[Dataset items]
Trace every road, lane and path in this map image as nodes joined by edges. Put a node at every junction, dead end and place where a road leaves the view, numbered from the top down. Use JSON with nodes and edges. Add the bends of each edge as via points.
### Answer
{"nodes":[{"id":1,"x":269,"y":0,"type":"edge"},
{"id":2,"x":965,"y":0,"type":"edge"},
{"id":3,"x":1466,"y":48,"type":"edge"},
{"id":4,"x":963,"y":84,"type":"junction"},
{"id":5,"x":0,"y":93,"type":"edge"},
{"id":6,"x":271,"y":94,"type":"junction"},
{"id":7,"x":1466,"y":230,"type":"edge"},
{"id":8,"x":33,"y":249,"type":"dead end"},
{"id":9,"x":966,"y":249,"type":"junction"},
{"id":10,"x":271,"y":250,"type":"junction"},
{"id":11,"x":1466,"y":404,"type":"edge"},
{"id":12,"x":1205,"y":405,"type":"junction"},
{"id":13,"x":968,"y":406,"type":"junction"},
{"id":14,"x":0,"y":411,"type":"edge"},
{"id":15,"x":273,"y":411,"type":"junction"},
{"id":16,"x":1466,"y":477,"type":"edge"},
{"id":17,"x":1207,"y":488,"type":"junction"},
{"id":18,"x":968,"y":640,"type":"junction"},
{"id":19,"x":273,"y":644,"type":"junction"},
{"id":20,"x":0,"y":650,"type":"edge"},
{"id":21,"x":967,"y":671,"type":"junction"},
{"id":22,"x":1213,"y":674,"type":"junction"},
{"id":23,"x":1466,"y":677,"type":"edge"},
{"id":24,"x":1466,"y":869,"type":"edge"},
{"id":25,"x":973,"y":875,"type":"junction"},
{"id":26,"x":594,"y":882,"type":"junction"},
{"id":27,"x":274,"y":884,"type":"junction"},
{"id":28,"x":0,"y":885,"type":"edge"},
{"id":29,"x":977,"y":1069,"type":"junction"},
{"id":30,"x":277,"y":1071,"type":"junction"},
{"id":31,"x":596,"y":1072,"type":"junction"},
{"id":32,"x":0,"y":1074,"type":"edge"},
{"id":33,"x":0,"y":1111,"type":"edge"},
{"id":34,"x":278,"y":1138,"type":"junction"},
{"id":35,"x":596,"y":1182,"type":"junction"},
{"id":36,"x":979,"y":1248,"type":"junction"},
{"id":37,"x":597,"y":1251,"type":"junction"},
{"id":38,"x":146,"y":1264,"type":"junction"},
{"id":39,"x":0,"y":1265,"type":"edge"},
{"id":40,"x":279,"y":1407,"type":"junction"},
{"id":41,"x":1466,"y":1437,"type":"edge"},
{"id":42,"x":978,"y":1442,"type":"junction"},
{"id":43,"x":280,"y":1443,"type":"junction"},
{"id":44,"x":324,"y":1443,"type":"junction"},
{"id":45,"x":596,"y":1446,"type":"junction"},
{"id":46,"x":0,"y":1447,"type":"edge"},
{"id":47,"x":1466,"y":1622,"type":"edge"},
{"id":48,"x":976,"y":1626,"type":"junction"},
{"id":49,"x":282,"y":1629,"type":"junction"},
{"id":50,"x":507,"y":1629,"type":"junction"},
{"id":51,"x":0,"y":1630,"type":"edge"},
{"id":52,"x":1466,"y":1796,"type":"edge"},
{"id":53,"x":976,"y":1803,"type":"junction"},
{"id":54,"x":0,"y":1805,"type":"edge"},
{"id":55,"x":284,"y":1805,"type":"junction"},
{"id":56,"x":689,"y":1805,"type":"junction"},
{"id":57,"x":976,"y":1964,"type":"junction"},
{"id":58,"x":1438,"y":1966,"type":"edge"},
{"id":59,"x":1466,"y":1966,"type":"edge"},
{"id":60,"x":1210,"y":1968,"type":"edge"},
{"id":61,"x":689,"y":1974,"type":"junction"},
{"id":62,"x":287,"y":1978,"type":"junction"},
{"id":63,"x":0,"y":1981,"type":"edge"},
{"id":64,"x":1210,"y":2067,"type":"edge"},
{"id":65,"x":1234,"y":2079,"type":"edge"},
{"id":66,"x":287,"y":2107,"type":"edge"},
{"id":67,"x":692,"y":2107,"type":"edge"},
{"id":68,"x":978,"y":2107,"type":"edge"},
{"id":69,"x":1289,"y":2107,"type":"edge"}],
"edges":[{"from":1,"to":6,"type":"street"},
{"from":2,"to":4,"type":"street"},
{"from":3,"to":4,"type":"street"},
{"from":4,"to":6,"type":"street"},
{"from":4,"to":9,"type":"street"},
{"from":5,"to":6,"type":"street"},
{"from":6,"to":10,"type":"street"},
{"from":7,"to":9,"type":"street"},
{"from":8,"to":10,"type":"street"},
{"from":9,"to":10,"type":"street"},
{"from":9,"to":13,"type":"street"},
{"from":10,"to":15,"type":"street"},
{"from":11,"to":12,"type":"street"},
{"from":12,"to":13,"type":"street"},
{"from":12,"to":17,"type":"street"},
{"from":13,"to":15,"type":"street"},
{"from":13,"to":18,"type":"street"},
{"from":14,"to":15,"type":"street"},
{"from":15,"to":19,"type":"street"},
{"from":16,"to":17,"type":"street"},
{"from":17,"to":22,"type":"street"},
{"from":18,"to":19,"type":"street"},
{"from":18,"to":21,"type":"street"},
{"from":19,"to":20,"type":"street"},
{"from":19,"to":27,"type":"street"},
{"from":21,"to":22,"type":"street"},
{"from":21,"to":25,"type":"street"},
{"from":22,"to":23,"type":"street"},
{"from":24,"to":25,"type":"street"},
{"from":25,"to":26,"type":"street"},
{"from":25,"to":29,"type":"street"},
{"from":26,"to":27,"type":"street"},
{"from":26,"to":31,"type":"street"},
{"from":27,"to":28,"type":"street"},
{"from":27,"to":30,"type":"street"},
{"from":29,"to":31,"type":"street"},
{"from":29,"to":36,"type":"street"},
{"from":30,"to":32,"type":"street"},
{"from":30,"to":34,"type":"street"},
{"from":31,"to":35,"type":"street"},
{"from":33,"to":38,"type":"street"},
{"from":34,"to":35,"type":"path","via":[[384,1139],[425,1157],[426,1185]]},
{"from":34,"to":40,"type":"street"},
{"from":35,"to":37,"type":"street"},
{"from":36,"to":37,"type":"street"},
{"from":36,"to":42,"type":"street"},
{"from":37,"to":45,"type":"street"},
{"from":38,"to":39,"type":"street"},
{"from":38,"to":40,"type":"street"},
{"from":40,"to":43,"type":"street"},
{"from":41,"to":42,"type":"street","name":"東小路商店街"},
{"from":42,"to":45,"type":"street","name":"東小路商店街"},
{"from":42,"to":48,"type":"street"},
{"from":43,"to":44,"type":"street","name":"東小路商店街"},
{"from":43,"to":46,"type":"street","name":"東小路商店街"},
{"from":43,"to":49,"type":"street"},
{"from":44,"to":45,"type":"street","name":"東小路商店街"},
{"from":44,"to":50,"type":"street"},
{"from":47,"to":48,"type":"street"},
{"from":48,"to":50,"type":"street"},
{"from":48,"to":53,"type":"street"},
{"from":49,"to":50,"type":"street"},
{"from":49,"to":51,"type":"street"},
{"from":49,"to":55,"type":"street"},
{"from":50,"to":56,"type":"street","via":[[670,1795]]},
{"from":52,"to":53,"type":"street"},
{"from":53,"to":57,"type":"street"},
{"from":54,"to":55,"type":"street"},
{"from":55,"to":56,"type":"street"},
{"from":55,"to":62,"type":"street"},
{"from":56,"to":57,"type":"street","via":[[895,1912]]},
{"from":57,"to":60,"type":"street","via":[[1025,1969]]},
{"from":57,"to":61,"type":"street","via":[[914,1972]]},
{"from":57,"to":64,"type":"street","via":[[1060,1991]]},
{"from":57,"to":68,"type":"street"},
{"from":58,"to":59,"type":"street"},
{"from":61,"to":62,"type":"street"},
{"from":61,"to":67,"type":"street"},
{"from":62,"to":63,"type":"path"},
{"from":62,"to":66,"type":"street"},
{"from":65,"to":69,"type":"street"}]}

Task description —
Your response should be each line that includes the word "edges", copied from the records.

Solution for this task —
Trace every road, lane and path in this map image as nodes joined by edges. Put a node at every junction, dead end and place where a road leaves the view, numbered from the top down. Use JSON with nodes and edges. Add the bends of each edge as via points.
"edges":[{"from":1,"to":6,"type":"street"},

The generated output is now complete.